■ **WORK TO COMPLETE**
Please repeat the data below exactly, with the pictures removed.

== DATA UNDER STUDY ==

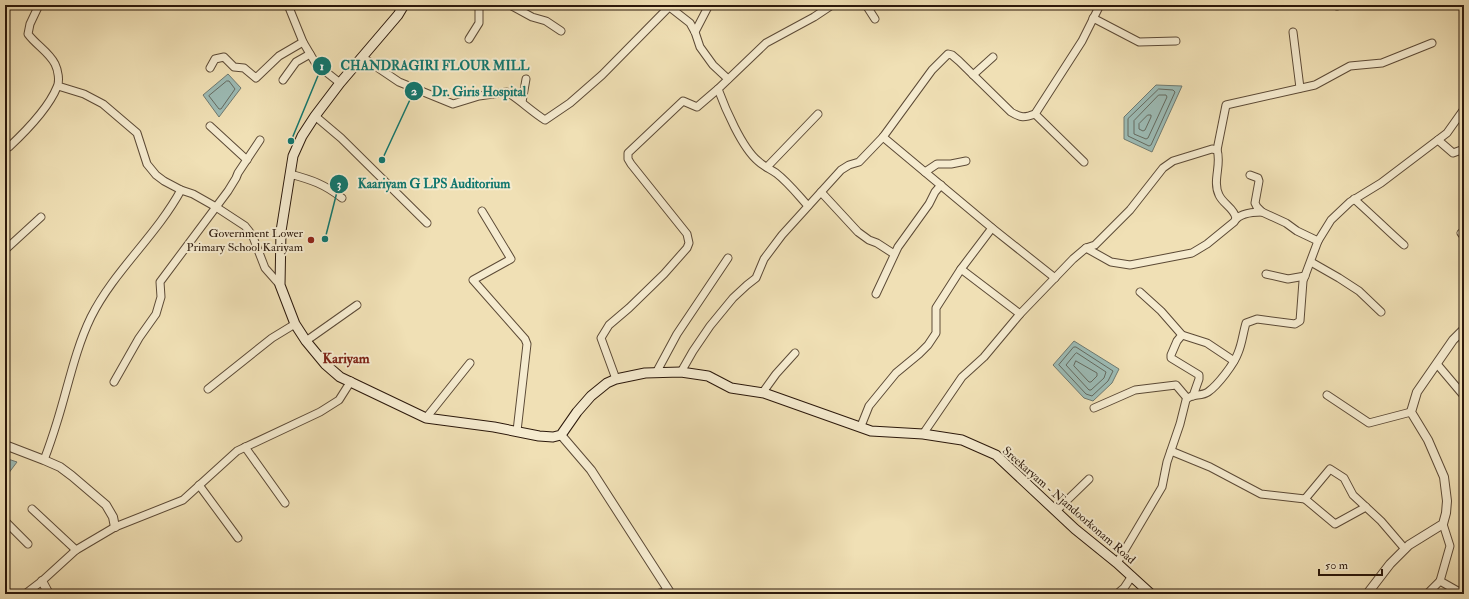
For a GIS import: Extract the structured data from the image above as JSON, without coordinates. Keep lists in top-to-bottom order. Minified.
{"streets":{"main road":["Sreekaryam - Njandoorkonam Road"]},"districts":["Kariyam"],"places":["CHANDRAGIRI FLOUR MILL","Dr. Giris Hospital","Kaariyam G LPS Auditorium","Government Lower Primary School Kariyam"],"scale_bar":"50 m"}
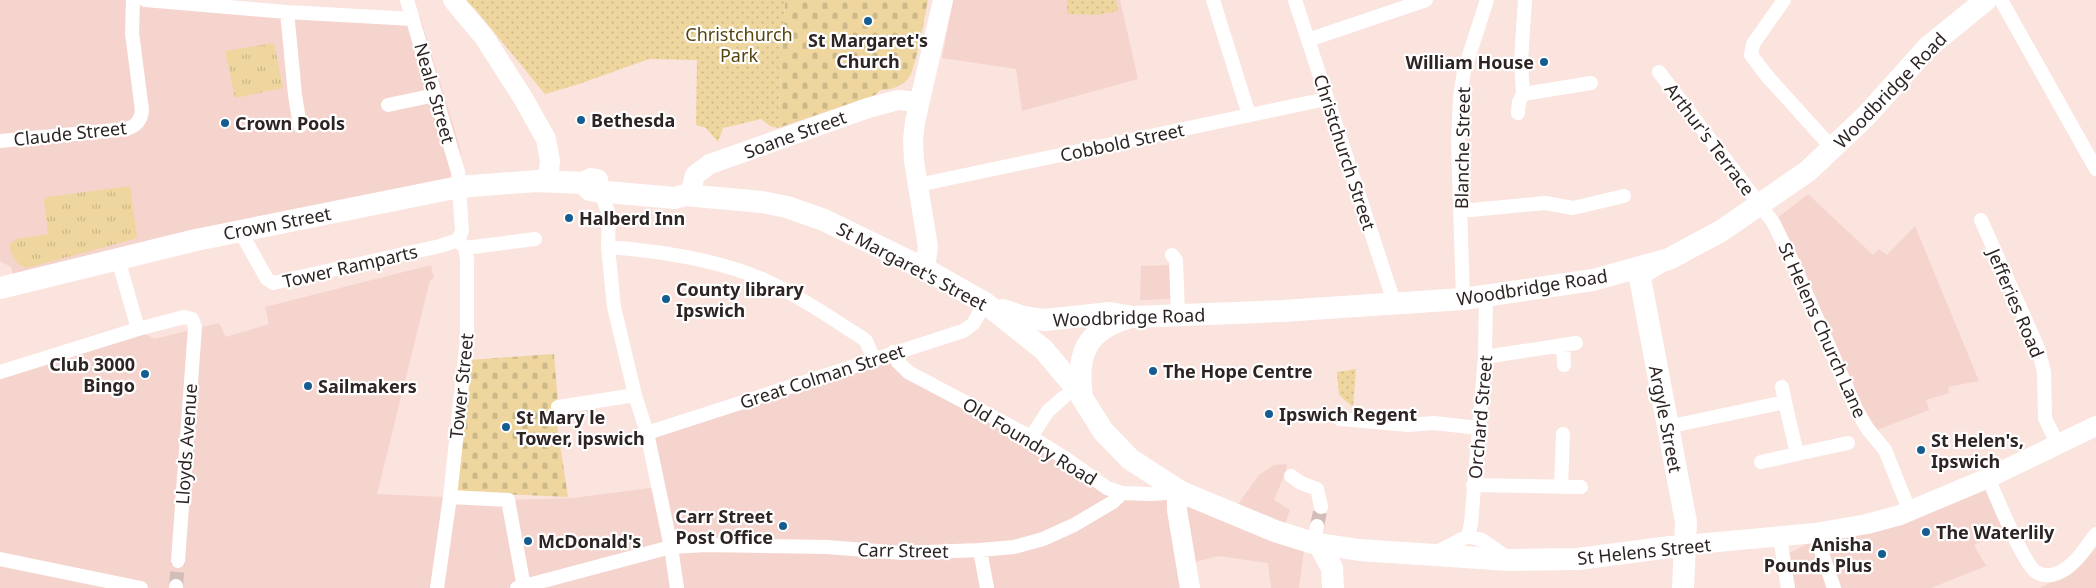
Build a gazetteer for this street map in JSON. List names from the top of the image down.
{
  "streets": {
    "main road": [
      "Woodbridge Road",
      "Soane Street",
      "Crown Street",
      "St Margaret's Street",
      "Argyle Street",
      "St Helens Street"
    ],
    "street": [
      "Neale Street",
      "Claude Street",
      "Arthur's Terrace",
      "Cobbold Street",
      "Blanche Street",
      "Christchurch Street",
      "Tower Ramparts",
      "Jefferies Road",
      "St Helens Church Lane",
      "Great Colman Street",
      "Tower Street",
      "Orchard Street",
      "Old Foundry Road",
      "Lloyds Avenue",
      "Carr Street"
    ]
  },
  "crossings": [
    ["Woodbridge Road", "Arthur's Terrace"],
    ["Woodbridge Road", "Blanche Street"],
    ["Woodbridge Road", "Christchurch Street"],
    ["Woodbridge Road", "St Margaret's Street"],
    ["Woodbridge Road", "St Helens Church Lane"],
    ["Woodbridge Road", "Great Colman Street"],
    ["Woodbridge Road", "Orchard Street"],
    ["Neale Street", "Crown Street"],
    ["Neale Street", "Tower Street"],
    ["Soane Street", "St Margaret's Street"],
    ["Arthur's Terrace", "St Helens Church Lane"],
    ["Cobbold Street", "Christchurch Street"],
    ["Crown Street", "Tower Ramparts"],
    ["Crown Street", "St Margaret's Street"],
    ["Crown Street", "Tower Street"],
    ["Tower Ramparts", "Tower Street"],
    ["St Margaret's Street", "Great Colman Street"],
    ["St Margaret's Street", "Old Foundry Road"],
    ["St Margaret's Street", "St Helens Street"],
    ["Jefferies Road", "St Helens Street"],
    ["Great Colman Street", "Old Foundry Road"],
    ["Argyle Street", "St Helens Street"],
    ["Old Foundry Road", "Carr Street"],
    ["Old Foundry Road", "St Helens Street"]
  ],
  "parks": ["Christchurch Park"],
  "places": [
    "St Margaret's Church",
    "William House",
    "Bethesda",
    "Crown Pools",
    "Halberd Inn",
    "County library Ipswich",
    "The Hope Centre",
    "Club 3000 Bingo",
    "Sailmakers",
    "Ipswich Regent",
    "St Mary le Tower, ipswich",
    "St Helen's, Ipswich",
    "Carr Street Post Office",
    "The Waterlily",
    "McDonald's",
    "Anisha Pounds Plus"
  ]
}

===

■ **SOLVED EXERCISE**
For a GIS import: Extract the structured data from the image above as JSON, without coordinates. Keep lists in top-to-bottom order. Minified.
{"streets":{"main road":["Sreekaryam - Njandoorkonam Road"]},"districts":["Kariyam"],"places":["CHANDRAGIRI FLOUR MILL","Dr. Giris Hospital","Kaariyam G LPS Auditorium","Government Lower Primary School Kariyam"],"scale_bar":"50 m"}
Build a gazetteer for this street map in JSON. List names from the top of the image down.
{
  "streets": {
    "main road": [
      "Woodbridge Road",
      "Soane Street",
      "Crown Street",
      "St Margaret's Street",
      "Argyle Street",
      "St Helens Street"
    ],
    "street": [
      "Neale Street",
      "Claude Street",
      "Arthur's Terrace",
      "Cobbold Street",
      "Blanche Street",
      "Christchurch Street",
      "Tower Ramparts",
      "Jefferies Road",
      "St Helens Church Lane",
      "Great Colman Street",
      "Tower Street",
      "Orchard Street",
      "Old Foundry Road",
      "Lloyds Avenue",
      "Carr Street"
    ]
  },
  "crossings": [
    ["Woodbridge Road", "Arthur's Terrace"],
    ["Woodbridge Road", "Blanche Street"],
    ["Woodbridge Road", "Christchurch Street"],
    ["Woodbridge Road", "St Margaret's Street"],
    ["Woodbridge Road", "St Helens Church Lane"],
    ["Woodbridge Road", "Great Colman Street"],
    ["Woodbridge Road", "Orchard Street"],
    ["Neale Street", "Crown Street"],
    ["Neale Street", "Tower Street"],
    ["Soane Street", "St Margaret's Street"],
    ["Arthur's Terrace", "St Helens Church Lane"],
    ["Cobbold Street", "Christchurch Street"],
    ["Crown Street", "Tower Ramparts"],
    ["Crown Street", "St Margaret's Street"],
    ["Crown Street", "Tower Street"],
    ["Tower Ramparts", "Tower Street"],
    ["St Margaret's Street", "Great Colman Street"],
    ["St Margaret's Street", "Old Foundry Road"],
    ["St Margaret's Street", "St Helens Street"],
    ["Jefferies Road", "St Helens Street"],
    ["Great Colman Street", "Old Foundry Road"],
    ["Argyle Street", "St Helens Street"],
    ["Old Foundry Road", "Carr Street"],
    ["Old Foundry Road", "St Helens Street"]
  ],
  "parks": ["Christchurch Park"],
  "places": [
    "St Margaret's Church",
    "William House",
    "Bethesda",
    "Crown Pools",
    "Halberd Inn",
    "County library Ipswich",
    "The Hope Centre",
    "Club 3000 Bingo",
    "Sailmakers",
    "Ipswich Regent",
    "St Mary le Tower, ipswich",
    "St Helen's, Ipswich",
    "Carr Street Post Office",
    "The Waterlily",
    "McDonald's",
    "Anisha Pounds Plus"
  ]
}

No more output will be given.